L'occasion attendue ne se présenta pas de tout un jour. Nul ne sortit du château, sinon des pourvoyeurs.
Un messager aussi, mais le cor du châtelain avait signalé son arrivée. Nos aventuriers ne jugèrent pas prudent de l'arrêter.
Vers le soir, quand tout devient silencieux, quand les bruits qui montent du fleuve à la montagne semblent eux-mêmes veloutés, assourdis, quand le ciel pâlit à l'horizon, et que la roche paraît moins fraîche, nos deux amis entendirent une conversation animée entre deux voix de connaissance.
Mothril et Hafiz se querellaient en descendant de la plate-forme du château vers le sentier qui aboutissait aux portes.
- Maître, disait Hafiz, tu m'as fait enfermer quand le roi était là ; tu m'avais promis de me présenter à lui ; tu m'as promis aussi beaucoup d'argent. Je m'ennuie près de cette jeune fille que tu me forces de garder. Je veux faire la guerre avec nos compatriotes qui reviennent du pays, et remontent le Tage en ce moment sur des vaisseaux aux voiles blanches.
Ainsi, paie-moi vite, mon maître, et que je m'en aille auprès du roi.
- Tu veux me quitter, mon fils ? dit Mothril ; suis-je un mauvais maître pour toi ?
- Non, mais je ne veux plus de maître du tout.
- Je puis te retenir, dit Mothril, car je t'aime.
- Moi, je ne t'aime pas. Tu m'as fait faire des actions sinistres qui peuplent mon sommeil de rêves effrayants ; je suis trop jeune pour me résoudre à vivre ainsi. Paie-moi, et fais-moi libre, ou j'irai trouver quelqu'un à qui je dirai tout.
- Alors, tu as raison, répondit Mothril, remonte an château, je te vais payer sur-le-champ.
Comme ils descendaient, Hafiz était derrière et Mothril devant.
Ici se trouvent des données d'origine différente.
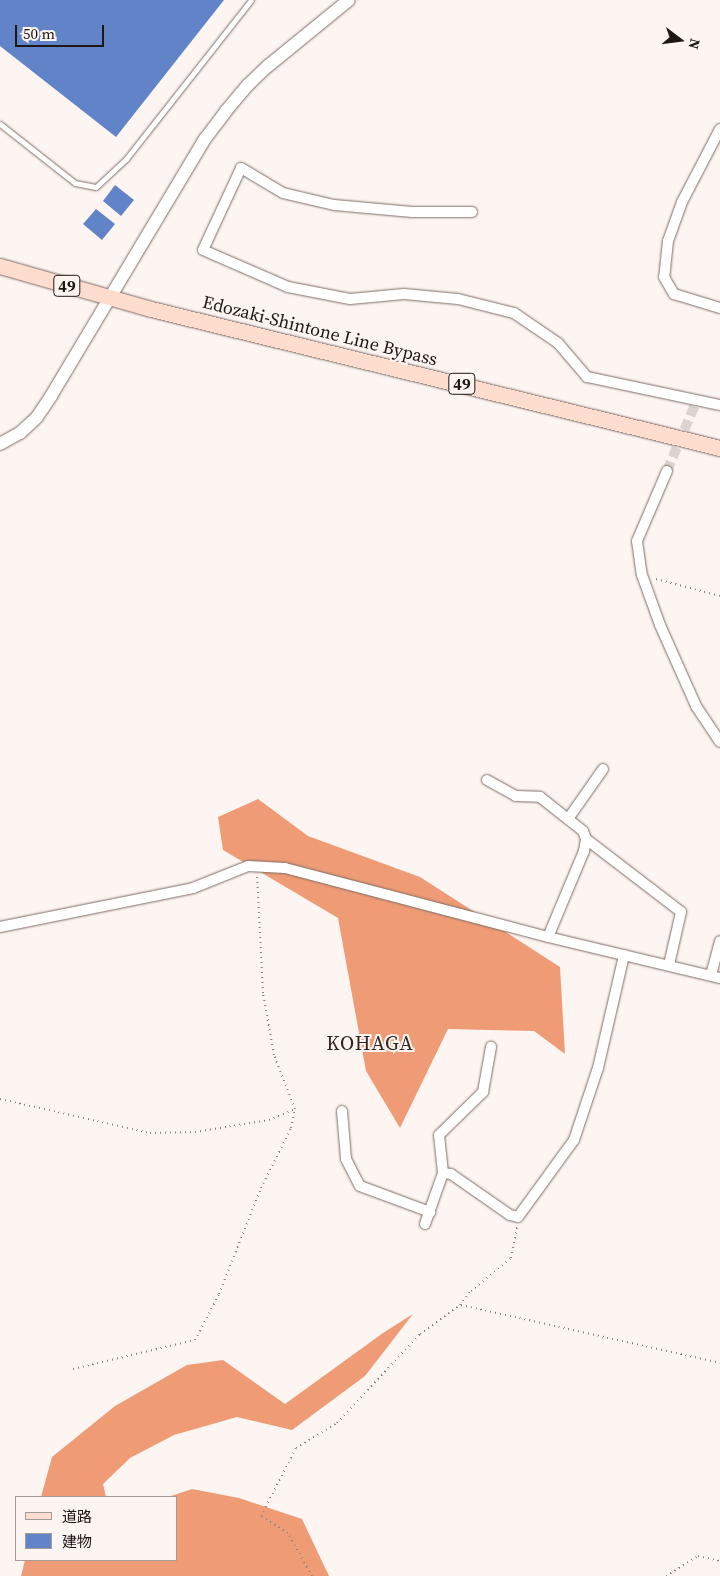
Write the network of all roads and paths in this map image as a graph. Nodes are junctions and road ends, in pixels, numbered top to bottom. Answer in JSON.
{"nodes":[{"id":1,"x":251,"y":0,"type":"edge"},
{"id":2,"x":349,"y":0,"type":"edge"},
{"id":3,"x":0,"y":124,"type":"edge"},
{"id":4,"x":720,"y":129,"type":"edge"},
{"id":5,"x":472,"y":212,"type":"dead end"},
{"id":6,"x":0,"y":266,"type":"edge"},
{"id":7,"x":109,"y":298,"type":"junction"},
{"id":8,"x":720,"y":308,"type":"edge"},
{"id":9,"x":720,"y":405,"type":"edge"},
{"id":10,"x":0,"y":444,"type":"edge"},
{"id":11,"x":720,"y":448,"type":"edge"},
{"id":12,"x":667,"y":471,"type":"tunnel mouth"},
{"id":13,"x":642,"y":575,"type":"junction"},
{"id":14,"x":720,"y":596,"type":"edge"},
{"id":15,"x":720,"y":742,"type":"edge"},
{"id":16,"x":603,"y":769,"type":"dead end"},
{"id":17,"x":487,"y":780,"type":"dead end"},
{"id":18,"x":568,"y":819,"type":"junction"},
{"id":19,"x":586,"y":839,"type":"junction"},
{"id":20,"x":256,"y":867,"type":"junction"},
{"id":21,"x":0,"y":928,"type":"edge"},
{"id":22,"x":548,"y":937,"type":"junction"},
{"id":23,"x":720,"y":941,"type":"edge"},
{"id":24,"x":624,"y":955,"type":"junction"},
{"id":25,"x":669,"y":965,"type":"junction"},
{"id":26,"x":716,"y":977,"type":"edge"},
{"id":27,"x":491,"y":1048,"type":"dead end"},
{"id":28,"x":0,"y":1099,"type":"edge"},
{"id":29,"x":295,"y":1109,"type":"junction"},
{"id":30,"x":342,"y":1111,"type":"dead end"},
{"id":31,"x":444,"y":1172,"type":"junction"},
{"id":32,"x":430,"y":1212,"type":"junction"},
{"id":33,"x":518,"y":1217,"type":"junction"},
{"id":34,"x":425,"y":1224,"type":"dead end"},
{"id":35,"x":460,"y":1305,"type":"junction"},
{"id":36,"x":720,"y":1363,"type":"edge"},
{"id":37,"x":74,"y":1369,"type":"dead end"},
{"id":38,"x":720,"y":1561,"type":"edge"},
{"id":39,"x":312,"y":1576,"type":"edge"},
{"id":40,"x":666,"y":1576,"type":"edge"}],
"edges":[{"from":1,"to":3,"type":"lane"},
{"from":2,"to":7,"type":"street"},
{"from":4,"to":8,"type":"street"},
{"from":5,"to":9,"type":"street"},
{"from":6,"to":7,"type":"main road","name":"Edozaki-Shintone Line Bypass","number":"49"},
{"from":7,"to":10,"type":"street"},
{"from":7,"to":11,"type":"main road","name":"Edozaki-Shintone Line Bypass","number":"49"},
{"from":12,"to":13,"type":"street"},
{"from":13,"to":14,"type":"path"},
{"from":13,"to":15,"type":"street"},
{"from":16,"to":18,"type":"street"},
{"from":17,"to":18,"type":"street"},
{"from":18,"to":19,"type":"street"},
{"from":19,"to":22,"type":"street"},
{"from":19,"to":25,"type":"street"},
{"from":20,"to":21,"type":"street"},
{"from":20,"to":22,"type":"street"},
{"from":20,"to":29,"type":"path"},
{"from":22,"to":24,"type":"street"},
{"from":23,"to":26,"type":"street"},
{"from":24,"to":25,"type":"street"},
{"from":24,"to":33,"type":"street"},
{"from":25,"to":26,"type":"street"},
{"from":27,"to":31,"type":"street"},
{"from":28,"to":29,"type":"path"},
{"from":29,"to":37,"type":"path"},
{"from":30,"to":32,"type":"street"},
{"from":31,"to":32,"type":"street"},
{"from":31,"to":33,"type":"street"},
{"from":32,"to":34,"type":"street"},
{"from":33,"to":35,"type":"path"},
{"from":35,"to":36,"type":"path"},
{"from":35,"to":39,"type":"path"},
{"from":38,"to":40,"type":"path"}]}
Le chemin était si étroit que pour remonter, Hafiz devait être devant et Mothril derrière.
La chouette commençait à chanter dans le creux des pierres ; la teinte violacée succédait, sur les parois du roc, à la nuance purpurine.
Tout à coup, un cri affreux, un blasphème effrayant perça les airs, et quelque chose de pesant, de flasque, de sanglant vint s'aplatir devant la caverne où nos deux amis écoutaient avec attention.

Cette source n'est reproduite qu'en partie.